(Data for processing)
☆ ☆ ☆

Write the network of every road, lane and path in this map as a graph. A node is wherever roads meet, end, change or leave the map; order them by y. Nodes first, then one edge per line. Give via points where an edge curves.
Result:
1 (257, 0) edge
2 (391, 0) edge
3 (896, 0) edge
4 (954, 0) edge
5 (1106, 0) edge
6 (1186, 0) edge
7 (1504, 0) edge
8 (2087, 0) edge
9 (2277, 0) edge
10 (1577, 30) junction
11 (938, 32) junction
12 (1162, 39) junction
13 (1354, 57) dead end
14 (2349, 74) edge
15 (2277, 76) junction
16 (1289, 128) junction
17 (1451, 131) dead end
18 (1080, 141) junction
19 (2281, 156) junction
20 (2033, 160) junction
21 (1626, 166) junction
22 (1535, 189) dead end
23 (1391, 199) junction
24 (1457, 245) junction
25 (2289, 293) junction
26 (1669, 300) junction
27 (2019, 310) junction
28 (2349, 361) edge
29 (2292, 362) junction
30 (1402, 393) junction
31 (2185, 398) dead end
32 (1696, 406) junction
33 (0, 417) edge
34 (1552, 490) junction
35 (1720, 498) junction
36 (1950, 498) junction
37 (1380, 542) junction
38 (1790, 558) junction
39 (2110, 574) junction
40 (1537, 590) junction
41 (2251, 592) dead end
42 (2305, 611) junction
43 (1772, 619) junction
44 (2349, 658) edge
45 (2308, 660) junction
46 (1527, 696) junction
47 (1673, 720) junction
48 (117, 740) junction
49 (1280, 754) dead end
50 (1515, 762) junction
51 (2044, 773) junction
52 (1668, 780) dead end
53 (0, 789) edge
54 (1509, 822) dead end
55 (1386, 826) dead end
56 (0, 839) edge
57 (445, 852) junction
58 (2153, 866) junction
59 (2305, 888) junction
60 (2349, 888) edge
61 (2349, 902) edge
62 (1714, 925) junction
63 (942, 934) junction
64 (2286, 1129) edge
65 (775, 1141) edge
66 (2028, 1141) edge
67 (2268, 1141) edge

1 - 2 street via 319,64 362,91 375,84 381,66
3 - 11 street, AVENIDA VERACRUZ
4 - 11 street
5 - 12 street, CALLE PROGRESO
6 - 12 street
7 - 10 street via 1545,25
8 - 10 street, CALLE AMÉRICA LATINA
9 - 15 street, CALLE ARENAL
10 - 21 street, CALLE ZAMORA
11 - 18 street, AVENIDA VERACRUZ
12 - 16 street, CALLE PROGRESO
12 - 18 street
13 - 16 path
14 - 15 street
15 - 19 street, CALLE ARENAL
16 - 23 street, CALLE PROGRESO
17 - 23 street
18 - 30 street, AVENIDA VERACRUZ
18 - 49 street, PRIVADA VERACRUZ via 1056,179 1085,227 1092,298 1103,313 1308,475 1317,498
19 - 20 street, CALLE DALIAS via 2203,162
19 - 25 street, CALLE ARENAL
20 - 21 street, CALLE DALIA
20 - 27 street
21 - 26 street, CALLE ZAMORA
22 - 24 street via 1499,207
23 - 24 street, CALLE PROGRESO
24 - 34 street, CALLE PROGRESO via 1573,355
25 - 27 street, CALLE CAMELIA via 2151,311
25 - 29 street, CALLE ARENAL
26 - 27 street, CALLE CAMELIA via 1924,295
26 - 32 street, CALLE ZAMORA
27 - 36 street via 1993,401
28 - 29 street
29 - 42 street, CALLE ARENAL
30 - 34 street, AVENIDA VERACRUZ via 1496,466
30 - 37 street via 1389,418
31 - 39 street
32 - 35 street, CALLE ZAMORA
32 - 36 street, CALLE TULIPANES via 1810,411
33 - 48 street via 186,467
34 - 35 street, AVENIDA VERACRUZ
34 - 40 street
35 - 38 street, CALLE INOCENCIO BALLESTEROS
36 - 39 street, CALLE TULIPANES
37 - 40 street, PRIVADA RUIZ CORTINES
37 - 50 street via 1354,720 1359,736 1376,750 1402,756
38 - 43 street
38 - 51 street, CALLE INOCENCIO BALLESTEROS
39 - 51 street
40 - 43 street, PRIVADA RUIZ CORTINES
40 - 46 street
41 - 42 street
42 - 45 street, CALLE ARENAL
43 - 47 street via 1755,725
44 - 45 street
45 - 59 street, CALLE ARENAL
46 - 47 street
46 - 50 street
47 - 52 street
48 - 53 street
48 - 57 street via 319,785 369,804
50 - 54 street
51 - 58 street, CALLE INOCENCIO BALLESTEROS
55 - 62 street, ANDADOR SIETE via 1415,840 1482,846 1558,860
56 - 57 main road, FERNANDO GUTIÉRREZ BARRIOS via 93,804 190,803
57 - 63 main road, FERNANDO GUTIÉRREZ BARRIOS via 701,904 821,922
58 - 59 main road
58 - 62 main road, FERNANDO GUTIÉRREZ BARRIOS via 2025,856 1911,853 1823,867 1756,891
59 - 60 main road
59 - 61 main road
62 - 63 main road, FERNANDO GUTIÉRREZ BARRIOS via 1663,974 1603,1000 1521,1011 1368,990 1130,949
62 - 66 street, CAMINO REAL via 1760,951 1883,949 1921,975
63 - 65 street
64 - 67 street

☆ ☆ ☆

(What is being asked) The full set of records, transcribed exactly, is the answer.

(Answer to the exercise)
Write the network of every road, lane and path in this map as a graph. A node is wherever roads meet, end, change or leave the map; order them by y. Nodes first, then one edge per line. Give via points where an edge curves.
Result:
1 (257, 0) edge
2 (391, 0) edge
3 (896, 0) edge
4 (954, 0) edge
5 (1106, 0) edge
6 (1186, 0) edge
7 (1504, 0) edge
8 (2087, 0) edge
9 (2277, 0) edge
10 (1577, 30) junction
11 (938, 32) junction
12 (1162, 39) junction
13 (1354, 57) dead end
14 (2349, 74) edge
15 (2277, 76) junction
16 (1289, 128) junction
17 (1451, 131) dead end
18 (1080, 141) junction
19 (2281, 156) junction
20 (2033, 160) junction
21 (1626, 166) junction
22 (1535, 189) dead end
23 (1391, 199) junction
24 (1457, 245) junction
25 (2289, 293) junction
26 (1669, 300) junction
27 (2019, 310) junction
28 (2349, 361) edge
29 (2292, 362) junction
30 (1402, 393) junction
31 (2185, 398) dead end
32 (1696, 406) junction
33 (0, 417) edge
34 (1552, 490) junction
35 (1720, 498) junction
36 (1950, 498) junction
37 (1380, 542) junction
38 (1790, 558) junction
39 (2110, 574) junction
40 (1537, 590) junction
41 (2251, 592) dead end
42 (2305, 611) junction
43 (1772, 619) junction
44 (2349, 658) edge
45 (2308, 660) junction
46 (1527, 696) junction
47 (1673, 720) junction
48 (117, 740) junction
49 (1280, 754) dead end
50 (1515, 762) junction
51 (2044, 773) junction
52 (1668, 780) dead end
53 (0, 789) edge
54 (1509, 822) dead end
55 (1386, 826) dead end
56 (0, 839) edge
57 (445, 852) junction
58 (2153, 866) junction
59 (2305, 888) junction
60 (2349, 888) edge
61 (2349, 902) edge
62 (1714, 925) junction
63 (942, 934) junction
64 (2286, 1129) edge
65 (775, 1141) edge
66 (2028, 1141) edge
67 (2268, 1141) edge

1 - 2 street via 319,64 362,91 375,84 381,66
3 - 11 street, AVENIDA VERACRUZ
4 - 11 street
5 - 12 street, CALLE PROGRESO
6 - 12 street
7 - 10 street via 1545,25
8 - 10 street, CALLE AMÉRICA LATINA
9 - 15 street, CALLE ARENAL
10 - 21 street, CALLE ZAMORA
11 - 18 street, AVENIDA VERACRUZ
12 - 16 street, CALLE PROGRESO
12 - 18 street
13 - 16 path
14 - 15 street
15 - 19 street, CALLE ARENAL
16 - 23 street, CALLE PROGRESO
17 - 23 street
18 - 30 street, AVENIDA VERACRUZ
18 - 49 street, PRIVADA VERACRUZ via 1056,179 1085,227 1092,298 1103,313 1308,475 1317,498
19 - 20 street, CALLE DALIAS via 2203,162
19 - 25 street, CALLE ARENAL
20 - 21 street, CALLE DALIA
20 - 27 street
21 - 26 street, CALLE ZAMORA
22 - 24 street via 1499,207
23 - 24 street, CALLE PROGRESO
24 - 34 street, CALLE PROGRESO via 1573,355
25 - 27 street, CALLE CAMELIA via 2151,311
25 - 29 street, CALLE ARENAL
26 - 27 street, CALLE CAMELIA via 1924,295
26 - 32 street, CALLE ZAMORA
27 - 36 street via 1993,401
28 - 29 street
29 - 42 street, CALLE ARENAL
30 - 34 street, AVENIDA VERACRUZ via 1496,466
30 - 37 street via 1389,418
31 - 39 street
32 - 35 street, CALLE ZAMORA
32 - 36 street, CALLE TULIPANES via 1810,411
33 - 48 street via 186,467
34 - 35 street, AVENIDA VERACRUZ
34 - 40 street
35 - 38 street, CALLE INOCENCIO BALLESTEROS
36 - 39 street, CALLE TULIPANES
37 - 40 street, PRIVADA RUIZ CORTINES
37 - 50 street via 1354,720 1359,736 1376,750 1402,756
38 - 43 street
38 - 51 street, CALLE INOCENCIO BALLESTEROS
39 - 51 street
40 - 43 street, PRIVADA RUIZ CORTINES
40 - 46 street
41 - 42 street
42 - 45 street, CALLE ARENAL
43 - 47 street via 1755,725
44 - 45 street
45 - 59 street, CALLE ARENAL
46 - 47 street
46 - 50 street
47 - 52 street
48 - 53 street
48 - 57 street via 319,785 369,804
50 - 54 street
51 - 58 street, CALLE INOCENCIO BALLESTEROS
55 - 62 street, ANDADOR SIETE via 1415,840 1482,846 1558,860
56 - 57 main road, FERNANDO GUTIÉRREZ BARRIOS via 93,804 190,803
57 - 63 main road, FERNANDO GUTIÉRREZ BARRIOS via 701,904 821,922
58 - 59 main road
58 - 62 main road, FERNANDO GUTIÉRREZ BARRIOS via 2025,856 1911,853 1823,867 1756,891
59 - 60 main road
59 - 61 main road
62 - 63 main road, FERNANDO GUTIÉRREZ BARRIOS via 1663,974 1603,1000 1521,1011 1368,990 1130,949
62 - 66 street, CAMINO REAL via 1760,951 1883,949 1921,975
63 - 65 street
64 - 67 street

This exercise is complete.